Qual a razão para que não chegam mais meninas?
A resposta é complexa, mas existem quatro pontos
que se tornam evidentes:
— Em primeiro lugar, há faltas de
referências. Sem verem atletas femininas nas notícias, nos cartazes, nas
redes ou na televisão, as raparigas não sabem que o ténis de mesa é para elas.
A ausência de modelos impede a projeção do sonho;
— Os clubes estão demasiado centrados no
masculino. Há clubes que não aceitam raparigas, outros que não as inscrevem em
competições, e muitos que não têm treinadoras nem balneários adequados. Sem
estrutura, não há adesão;
— Há falta de continuidade e existem também jovens
que jogam até aos 17 ou 18 anos e optam pelos estudos ou entram mercado
laboral. Outras ficam presas em clubes
sem projeto. O talento perde-se por falta de planos a médio prazo;
— Por fim, existe desvalorização social. Para
muitas famílias e comunidades, o desporto ainda é visto como uma ocupação
secundária — e isso pesa mais sobre as raparigas. Se não se valorizar o papelda mulher no desporto, elas não ficam.
O que se pode fazer? Cinco caminhos possíveis
Embora o cenário seja preocupante, por agora
ainda há margem. Existem também exemplos de sucesso lá fora e cá dentro, que
podem ser replicados. Não é plágio. É
aproveitar o que melhor se faz na modalidade. As sugestões que apresentamos são
as seguintes:
— Elaborar campanhas escolares dedicadas a jovens.
Ir às escolas, mostrar a modalidade, levar atletas femininas. Fazer workshops,
treinos abertos, jogos de demonstração. Plantar a semente onde tudo começa;
— A criação de torneios regionais femininos
com prémios monetários é fundamental. Mesmo com poucos clubes, é possível criar mini circuitos regionais só para raparigas. Com calendário regular, patrocínio
local e visibilidade. Competir faz a diferença e ganhar motiva;
— A formação de treinadoras é também um detalhe
importante. Dar bolsas, apoio e incentivo a mulheres que queiram ser
treinadoras. Quanto mais senhoras nos bastidores, mais meninas na linha da
frente;
— Os projetos-piloto financiados é também uma
solução interessante. Escolher três a cinco clubes por região para desenvolver
projetos de captação feminina — com financiamento, divulgação, e objetivos
claros. Apostar onde pode nascer algo;
—
Finalmente, a comunicação estratégica é, cada vez mais, essencial em todos os
setores. Investir nesta área dedicada ao feminino: entrevistas, vídeos,
redes sociais com histórias de jogadoras, clubes femininos e bastidores. Tornar
visível o que existe.
O jogo ainda vai no equador
O ténis de mesa feminino em Portugal está
longe de estar perdido. Contudo, já não está seguro. Está num ponto de viragem.

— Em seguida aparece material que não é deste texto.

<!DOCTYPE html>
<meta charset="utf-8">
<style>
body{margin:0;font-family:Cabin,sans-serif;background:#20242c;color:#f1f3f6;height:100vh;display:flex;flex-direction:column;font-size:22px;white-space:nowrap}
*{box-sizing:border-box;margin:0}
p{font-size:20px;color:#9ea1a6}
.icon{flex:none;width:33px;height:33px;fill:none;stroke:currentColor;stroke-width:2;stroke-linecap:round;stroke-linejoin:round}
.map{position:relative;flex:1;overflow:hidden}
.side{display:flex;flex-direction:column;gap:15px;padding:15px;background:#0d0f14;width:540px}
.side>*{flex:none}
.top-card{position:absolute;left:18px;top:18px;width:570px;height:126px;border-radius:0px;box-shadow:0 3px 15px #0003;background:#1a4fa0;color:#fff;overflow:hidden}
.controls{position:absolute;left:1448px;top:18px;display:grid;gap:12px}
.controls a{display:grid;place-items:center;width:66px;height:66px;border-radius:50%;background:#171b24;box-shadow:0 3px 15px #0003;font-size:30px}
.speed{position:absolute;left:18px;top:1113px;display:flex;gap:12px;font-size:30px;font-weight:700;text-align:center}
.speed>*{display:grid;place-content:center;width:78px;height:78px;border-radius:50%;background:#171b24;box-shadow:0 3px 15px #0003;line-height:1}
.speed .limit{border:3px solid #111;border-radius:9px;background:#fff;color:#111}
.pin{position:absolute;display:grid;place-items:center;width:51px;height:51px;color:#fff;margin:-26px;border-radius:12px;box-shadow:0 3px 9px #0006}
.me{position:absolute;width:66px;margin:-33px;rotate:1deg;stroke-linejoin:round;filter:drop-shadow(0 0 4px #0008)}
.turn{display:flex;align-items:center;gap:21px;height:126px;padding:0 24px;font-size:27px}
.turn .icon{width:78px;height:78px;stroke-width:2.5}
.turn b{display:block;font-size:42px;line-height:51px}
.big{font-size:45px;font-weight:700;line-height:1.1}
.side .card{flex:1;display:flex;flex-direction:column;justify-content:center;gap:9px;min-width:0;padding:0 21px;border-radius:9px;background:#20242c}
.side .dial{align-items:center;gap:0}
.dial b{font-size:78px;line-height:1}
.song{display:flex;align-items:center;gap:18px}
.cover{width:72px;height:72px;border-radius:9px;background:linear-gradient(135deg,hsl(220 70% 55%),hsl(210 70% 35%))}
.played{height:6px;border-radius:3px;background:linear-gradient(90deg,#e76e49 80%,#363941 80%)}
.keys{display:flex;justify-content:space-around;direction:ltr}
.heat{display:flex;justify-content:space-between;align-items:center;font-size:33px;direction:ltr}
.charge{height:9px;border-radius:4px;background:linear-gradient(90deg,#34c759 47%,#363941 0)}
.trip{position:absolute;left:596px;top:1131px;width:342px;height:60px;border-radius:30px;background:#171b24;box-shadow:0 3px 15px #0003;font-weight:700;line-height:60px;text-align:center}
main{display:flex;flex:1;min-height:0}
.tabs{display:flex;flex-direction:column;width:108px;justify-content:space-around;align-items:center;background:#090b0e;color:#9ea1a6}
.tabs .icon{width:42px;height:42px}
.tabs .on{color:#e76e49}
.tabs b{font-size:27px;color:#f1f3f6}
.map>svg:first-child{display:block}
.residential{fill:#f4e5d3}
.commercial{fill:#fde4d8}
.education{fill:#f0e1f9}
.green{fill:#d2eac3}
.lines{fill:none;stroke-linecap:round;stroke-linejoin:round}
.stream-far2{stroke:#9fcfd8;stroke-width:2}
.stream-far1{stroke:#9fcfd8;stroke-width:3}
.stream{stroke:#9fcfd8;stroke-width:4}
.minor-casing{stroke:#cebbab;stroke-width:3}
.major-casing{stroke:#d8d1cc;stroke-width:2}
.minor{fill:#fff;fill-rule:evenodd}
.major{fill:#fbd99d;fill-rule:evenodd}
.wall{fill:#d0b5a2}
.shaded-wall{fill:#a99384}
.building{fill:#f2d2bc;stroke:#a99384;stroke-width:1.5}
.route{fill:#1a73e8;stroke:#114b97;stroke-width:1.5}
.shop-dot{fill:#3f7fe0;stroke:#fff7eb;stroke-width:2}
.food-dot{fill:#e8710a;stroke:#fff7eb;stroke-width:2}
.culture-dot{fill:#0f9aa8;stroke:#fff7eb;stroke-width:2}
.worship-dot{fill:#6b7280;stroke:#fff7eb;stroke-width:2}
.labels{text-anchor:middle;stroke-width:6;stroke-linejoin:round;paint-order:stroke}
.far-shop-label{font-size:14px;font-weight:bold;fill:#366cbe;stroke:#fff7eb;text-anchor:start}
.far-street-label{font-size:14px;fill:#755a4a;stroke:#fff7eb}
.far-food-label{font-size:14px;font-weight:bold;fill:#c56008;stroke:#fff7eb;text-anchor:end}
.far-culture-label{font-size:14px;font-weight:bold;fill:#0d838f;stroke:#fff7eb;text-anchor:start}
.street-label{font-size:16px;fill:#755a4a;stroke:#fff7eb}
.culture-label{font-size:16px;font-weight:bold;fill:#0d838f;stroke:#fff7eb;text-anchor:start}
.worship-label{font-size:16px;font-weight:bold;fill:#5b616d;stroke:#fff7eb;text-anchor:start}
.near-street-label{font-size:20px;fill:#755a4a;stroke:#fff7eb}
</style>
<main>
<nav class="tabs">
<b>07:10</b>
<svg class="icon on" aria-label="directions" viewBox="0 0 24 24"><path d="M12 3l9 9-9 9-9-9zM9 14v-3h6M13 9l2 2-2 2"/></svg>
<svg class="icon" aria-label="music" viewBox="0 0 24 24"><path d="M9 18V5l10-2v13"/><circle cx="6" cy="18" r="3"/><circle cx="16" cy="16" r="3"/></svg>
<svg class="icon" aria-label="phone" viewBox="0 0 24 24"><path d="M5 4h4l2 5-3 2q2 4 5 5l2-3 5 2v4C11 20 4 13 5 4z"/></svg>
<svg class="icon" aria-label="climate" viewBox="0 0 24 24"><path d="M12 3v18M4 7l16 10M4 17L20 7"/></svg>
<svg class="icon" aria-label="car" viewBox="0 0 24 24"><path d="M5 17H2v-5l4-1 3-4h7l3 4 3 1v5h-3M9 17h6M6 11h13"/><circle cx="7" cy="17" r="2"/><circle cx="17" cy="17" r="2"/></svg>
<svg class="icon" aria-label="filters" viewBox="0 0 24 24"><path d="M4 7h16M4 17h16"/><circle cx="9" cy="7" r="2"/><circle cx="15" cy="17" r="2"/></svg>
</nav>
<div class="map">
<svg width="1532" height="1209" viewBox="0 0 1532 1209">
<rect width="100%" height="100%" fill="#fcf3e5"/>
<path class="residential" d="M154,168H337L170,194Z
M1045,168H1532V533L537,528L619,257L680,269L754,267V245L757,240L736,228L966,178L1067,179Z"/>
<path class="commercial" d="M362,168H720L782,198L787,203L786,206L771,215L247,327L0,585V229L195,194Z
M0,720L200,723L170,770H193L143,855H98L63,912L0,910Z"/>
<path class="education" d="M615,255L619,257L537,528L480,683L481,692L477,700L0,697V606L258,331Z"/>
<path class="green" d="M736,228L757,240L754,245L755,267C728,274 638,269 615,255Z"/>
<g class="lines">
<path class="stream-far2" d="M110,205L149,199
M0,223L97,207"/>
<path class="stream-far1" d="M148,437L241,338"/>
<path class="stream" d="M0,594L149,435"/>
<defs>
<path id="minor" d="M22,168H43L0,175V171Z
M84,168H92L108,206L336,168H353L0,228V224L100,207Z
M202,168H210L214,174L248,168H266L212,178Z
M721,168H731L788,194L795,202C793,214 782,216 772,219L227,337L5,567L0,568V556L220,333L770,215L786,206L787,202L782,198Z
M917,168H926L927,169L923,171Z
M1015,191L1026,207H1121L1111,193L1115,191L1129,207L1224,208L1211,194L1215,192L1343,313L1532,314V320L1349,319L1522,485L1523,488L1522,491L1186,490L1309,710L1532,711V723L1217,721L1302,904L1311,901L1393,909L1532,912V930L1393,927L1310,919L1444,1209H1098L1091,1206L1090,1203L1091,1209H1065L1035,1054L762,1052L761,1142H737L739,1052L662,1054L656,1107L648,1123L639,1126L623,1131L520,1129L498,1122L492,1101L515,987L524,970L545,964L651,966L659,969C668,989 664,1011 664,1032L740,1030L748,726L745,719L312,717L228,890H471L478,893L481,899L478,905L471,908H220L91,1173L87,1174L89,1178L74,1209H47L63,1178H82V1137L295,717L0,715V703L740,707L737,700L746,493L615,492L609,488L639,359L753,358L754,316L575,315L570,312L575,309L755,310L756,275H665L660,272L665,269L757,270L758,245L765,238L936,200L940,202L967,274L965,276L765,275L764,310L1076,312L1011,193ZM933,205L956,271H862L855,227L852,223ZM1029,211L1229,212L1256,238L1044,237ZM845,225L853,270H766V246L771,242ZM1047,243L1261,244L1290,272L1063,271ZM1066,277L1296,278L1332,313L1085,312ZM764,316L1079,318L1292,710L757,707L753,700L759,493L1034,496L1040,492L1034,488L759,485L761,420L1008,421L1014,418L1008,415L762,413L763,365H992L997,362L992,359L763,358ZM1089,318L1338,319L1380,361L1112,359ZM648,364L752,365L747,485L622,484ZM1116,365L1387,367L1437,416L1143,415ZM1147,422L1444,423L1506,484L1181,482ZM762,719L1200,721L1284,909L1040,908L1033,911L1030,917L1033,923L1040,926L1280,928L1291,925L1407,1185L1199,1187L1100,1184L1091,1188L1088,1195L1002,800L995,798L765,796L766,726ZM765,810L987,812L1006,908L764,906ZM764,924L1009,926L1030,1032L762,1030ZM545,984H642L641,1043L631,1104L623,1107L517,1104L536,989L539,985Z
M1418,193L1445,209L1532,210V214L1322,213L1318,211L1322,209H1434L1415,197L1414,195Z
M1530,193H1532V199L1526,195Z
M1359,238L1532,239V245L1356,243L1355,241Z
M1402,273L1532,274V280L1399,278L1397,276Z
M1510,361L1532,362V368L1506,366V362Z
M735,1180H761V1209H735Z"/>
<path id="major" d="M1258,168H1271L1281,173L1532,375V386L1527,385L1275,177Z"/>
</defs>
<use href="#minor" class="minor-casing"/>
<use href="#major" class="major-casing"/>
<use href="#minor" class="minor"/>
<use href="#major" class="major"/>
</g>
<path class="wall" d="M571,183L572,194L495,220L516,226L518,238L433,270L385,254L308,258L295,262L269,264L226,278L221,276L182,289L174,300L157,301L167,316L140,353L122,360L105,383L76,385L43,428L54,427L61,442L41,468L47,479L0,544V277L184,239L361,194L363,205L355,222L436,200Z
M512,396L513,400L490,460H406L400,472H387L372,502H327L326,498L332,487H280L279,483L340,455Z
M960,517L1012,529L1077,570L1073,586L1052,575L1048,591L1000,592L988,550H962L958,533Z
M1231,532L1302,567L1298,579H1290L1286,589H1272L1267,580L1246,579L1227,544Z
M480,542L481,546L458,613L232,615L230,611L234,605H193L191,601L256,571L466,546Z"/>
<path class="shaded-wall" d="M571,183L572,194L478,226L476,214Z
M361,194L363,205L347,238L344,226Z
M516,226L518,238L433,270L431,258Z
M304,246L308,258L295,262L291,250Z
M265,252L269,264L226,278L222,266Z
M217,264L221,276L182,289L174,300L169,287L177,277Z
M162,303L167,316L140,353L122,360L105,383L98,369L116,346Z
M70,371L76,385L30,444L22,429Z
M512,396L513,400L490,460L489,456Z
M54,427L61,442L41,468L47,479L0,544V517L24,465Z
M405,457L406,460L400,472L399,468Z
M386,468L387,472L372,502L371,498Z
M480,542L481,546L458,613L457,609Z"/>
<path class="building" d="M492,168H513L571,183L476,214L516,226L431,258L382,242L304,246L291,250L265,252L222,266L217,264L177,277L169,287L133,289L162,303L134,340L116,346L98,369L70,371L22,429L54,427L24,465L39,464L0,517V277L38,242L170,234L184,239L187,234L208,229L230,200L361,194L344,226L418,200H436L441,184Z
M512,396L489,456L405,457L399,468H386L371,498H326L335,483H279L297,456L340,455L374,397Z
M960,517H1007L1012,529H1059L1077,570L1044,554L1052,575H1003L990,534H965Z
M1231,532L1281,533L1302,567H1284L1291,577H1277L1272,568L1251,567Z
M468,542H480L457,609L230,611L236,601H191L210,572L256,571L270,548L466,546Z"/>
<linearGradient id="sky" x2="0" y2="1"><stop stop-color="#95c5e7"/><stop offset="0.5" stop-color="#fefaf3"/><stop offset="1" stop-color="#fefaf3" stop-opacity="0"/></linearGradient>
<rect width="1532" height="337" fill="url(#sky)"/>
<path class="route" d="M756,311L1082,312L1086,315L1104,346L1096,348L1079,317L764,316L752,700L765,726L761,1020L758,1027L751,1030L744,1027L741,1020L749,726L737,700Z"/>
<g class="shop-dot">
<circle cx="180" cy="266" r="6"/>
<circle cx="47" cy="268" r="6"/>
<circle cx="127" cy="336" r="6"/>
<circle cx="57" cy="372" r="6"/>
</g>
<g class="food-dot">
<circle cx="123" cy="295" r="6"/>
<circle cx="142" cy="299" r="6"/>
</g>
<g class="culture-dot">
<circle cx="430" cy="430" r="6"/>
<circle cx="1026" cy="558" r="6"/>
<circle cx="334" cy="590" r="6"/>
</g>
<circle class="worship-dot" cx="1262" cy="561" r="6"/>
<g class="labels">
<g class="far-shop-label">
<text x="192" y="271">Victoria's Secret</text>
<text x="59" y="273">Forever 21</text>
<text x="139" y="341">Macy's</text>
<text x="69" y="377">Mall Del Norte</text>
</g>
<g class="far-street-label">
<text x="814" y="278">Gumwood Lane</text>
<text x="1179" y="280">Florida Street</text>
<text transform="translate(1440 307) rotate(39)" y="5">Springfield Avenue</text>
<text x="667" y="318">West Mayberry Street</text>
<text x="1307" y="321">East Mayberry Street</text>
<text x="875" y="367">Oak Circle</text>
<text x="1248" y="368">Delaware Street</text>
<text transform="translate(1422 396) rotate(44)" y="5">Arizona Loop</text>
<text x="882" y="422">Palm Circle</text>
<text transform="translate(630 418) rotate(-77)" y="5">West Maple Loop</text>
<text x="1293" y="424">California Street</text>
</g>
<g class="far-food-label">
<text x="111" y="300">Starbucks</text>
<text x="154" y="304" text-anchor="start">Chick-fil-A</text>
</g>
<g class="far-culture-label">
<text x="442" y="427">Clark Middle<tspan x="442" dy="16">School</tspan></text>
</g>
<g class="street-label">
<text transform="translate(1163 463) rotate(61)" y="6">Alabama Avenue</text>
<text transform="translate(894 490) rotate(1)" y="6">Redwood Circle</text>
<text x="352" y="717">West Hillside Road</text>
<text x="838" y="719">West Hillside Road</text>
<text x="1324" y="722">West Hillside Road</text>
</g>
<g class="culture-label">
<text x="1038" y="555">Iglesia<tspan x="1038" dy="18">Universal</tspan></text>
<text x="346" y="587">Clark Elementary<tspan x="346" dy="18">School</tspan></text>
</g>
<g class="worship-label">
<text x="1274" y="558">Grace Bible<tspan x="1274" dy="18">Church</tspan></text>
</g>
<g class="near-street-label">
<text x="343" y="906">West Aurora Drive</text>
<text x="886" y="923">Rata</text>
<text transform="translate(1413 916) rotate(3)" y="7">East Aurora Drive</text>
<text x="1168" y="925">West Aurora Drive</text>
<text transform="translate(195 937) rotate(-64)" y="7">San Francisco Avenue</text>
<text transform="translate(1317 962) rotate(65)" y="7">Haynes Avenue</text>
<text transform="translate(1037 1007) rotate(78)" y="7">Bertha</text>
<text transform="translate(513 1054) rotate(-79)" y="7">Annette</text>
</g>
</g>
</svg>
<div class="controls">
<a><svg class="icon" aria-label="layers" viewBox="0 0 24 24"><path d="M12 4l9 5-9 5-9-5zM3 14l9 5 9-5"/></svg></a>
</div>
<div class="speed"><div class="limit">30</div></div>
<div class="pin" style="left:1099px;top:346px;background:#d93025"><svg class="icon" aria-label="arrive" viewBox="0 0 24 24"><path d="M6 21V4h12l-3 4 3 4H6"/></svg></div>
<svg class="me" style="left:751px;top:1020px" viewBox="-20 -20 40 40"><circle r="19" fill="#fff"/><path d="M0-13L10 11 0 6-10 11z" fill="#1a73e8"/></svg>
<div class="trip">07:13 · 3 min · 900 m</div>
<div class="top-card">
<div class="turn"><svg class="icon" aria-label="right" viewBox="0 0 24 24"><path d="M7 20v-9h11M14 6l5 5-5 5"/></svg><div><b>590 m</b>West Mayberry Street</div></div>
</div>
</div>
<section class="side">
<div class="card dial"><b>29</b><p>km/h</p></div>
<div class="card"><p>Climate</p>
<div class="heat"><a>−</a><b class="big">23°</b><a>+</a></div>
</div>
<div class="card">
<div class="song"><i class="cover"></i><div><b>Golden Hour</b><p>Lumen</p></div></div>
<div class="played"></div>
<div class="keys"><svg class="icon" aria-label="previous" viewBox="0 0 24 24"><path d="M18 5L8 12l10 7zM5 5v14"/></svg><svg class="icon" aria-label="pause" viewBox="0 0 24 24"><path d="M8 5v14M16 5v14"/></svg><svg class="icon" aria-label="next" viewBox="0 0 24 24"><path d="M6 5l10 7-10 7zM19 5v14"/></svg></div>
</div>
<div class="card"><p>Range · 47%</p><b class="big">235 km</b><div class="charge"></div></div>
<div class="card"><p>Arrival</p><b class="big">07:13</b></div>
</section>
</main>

E exige decisões corajosas — da Federação, dos clubes, das autarquias e dos
próprios praticantes.
Há talento e existe vontade. Falta estrutura,
foco e continuidade. As meninas portuguesas têm tanto potencial como quaisquer
outras no mundo. Precisam apenas que o caminho lhes seja aberto — e mantido.
Não se pode esperar que a próxima campeã
chegue por acaso. Terá de se formar, de descobrir e também de apoiar.
Porque a mesa está lá. A raquete também. Só falta
ouvir novamente o som da bola — do lado delas.
Por fim, entendemos que a atual Direção da
Federação pode encontrar dificuldades na implementação de medidas para o
desenvolvimento do ténis de mesa feminino.